» **Task goal**
Work through the data below and give the number of lines holding the word "class", without any other text.
== Segment start ==
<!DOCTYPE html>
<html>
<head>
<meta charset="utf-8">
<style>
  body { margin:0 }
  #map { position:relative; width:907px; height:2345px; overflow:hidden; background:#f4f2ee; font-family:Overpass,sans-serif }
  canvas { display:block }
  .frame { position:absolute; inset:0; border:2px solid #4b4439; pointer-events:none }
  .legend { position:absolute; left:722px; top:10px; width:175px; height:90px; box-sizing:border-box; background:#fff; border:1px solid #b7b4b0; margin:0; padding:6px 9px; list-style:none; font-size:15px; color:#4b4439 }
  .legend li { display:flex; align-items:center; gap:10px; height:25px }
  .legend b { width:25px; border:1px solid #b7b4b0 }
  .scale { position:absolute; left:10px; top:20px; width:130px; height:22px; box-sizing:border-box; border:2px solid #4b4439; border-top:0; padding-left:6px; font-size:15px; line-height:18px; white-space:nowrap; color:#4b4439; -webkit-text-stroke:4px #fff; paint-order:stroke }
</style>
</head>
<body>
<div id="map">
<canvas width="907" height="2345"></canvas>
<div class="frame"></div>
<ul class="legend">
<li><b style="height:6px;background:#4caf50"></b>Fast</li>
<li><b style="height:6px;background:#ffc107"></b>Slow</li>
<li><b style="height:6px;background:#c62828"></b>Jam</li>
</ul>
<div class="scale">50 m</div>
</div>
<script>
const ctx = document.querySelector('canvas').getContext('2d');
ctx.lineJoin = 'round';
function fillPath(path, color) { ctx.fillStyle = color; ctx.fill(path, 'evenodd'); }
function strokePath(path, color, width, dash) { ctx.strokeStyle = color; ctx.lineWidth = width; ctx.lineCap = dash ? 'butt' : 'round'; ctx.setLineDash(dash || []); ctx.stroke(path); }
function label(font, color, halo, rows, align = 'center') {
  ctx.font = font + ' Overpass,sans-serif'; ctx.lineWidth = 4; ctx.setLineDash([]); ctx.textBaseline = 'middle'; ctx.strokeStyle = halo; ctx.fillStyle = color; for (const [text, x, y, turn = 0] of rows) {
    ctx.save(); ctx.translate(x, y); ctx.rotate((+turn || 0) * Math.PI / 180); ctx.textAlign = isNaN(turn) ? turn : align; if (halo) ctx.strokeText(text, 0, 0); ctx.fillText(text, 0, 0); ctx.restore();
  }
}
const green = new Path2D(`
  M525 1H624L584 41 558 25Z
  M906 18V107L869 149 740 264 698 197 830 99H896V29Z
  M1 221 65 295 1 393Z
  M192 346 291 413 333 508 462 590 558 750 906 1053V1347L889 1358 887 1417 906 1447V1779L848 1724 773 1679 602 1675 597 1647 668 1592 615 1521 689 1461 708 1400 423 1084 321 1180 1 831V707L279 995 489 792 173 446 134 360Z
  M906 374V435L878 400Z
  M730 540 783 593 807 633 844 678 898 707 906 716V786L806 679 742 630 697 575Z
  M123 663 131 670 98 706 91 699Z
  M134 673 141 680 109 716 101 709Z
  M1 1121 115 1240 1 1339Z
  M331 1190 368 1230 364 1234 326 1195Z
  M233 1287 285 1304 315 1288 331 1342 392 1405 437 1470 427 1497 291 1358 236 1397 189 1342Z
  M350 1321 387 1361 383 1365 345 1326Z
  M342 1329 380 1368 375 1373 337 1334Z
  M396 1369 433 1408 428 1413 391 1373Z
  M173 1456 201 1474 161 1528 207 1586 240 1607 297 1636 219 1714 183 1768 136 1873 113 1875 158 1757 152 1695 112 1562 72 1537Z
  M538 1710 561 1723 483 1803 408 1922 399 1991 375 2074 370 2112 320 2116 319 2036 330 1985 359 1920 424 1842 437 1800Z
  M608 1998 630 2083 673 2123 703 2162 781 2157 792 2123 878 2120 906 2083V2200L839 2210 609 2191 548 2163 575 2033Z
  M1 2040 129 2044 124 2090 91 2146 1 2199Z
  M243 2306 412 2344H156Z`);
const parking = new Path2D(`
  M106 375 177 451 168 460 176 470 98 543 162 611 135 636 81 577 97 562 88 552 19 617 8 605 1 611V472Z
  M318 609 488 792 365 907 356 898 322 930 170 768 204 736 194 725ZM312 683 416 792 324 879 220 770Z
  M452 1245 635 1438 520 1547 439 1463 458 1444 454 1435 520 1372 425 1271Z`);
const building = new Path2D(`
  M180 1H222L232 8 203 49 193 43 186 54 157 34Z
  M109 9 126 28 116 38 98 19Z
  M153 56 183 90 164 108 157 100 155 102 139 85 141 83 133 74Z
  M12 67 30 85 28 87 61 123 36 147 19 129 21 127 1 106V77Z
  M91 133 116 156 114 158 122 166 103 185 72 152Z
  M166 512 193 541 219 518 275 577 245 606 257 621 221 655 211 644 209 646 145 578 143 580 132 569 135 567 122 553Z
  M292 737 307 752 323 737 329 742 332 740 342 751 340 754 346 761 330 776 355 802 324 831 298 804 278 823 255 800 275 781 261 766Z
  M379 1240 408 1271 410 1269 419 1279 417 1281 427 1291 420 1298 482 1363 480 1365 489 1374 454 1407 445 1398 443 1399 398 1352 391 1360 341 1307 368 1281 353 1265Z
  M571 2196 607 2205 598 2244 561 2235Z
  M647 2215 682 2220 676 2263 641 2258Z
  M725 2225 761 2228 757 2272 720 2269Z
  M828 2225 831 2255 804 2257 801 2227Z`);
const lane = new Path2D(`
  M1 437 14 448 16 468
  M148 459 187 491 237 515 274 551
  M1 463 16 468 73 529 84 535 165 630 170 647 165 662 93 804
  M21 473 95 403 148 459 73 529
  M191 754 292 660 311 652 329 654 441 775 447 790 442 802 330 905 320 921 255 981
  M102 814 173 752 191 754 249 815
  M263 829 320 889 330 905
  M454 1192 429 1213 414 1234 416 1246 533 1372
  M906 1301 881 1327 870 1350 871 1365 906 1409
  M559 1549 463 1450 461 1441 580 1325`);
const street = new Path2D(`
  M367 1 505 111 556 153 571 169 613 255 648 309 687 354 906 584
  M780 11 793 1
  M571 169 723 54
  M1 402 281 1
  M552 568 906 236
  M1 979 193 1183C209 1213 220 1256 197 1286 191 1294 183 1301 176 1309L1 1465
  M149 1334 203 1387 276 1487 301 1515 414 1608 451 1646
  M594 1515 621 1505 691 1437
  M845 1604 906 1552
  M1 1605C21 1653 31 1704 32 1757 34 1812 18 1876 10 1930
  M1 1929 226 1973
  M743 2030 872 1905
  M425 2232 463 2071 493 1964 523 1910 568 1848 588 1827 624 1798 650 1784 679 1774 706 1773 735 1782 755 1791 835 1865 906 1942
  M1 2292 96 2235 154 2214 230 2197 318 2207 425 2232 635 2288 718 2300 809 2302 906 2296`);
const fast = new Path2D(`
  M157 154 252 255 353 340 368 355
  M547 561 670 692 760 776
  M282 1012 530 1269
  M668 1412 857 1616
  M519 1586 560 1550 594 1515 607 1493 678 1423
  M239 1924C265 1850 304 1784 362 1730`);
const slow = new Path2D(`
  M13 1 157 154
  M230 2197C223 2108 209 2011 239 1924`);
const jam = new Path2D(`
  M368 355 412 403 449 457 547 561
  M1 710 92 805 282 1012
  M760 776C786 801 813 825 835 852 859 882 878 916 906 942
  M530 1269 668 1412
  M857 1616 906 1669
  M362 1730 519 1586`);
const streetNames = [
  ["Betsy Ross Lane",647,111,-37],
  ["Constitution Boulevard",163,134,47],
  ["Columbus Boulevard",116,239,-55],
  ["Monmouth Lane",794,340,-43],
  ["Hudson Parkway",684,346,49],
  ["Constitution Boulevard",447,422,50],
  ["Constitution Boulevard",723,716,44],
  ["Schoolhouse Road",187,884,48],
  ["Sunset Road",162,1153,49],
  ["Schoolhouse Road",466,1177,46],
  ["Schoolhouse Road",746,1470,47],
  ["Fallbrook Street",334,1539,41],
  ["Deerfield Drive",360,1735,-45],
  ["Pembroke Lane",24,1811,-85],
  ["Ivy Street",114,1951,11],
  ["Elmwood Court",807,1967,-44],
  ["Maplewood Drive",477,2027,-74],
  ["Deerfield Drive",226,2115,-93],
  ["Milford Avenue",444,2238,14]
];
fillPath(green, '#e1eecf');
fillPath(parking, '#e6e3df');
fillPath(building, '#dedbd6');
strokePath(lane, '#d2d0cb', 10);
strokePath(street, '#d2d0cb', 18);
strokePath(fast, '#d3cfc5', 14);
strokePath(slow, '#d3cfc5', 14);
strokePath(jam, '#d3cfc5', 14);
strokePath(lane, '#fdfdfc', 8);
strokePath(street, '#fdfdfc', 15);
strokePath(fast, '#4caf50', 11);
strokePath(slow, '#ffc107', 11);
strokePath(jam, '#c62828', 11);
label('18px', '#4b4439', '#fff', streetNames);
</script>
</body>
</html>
== Segment end ==
» **The completed task**
3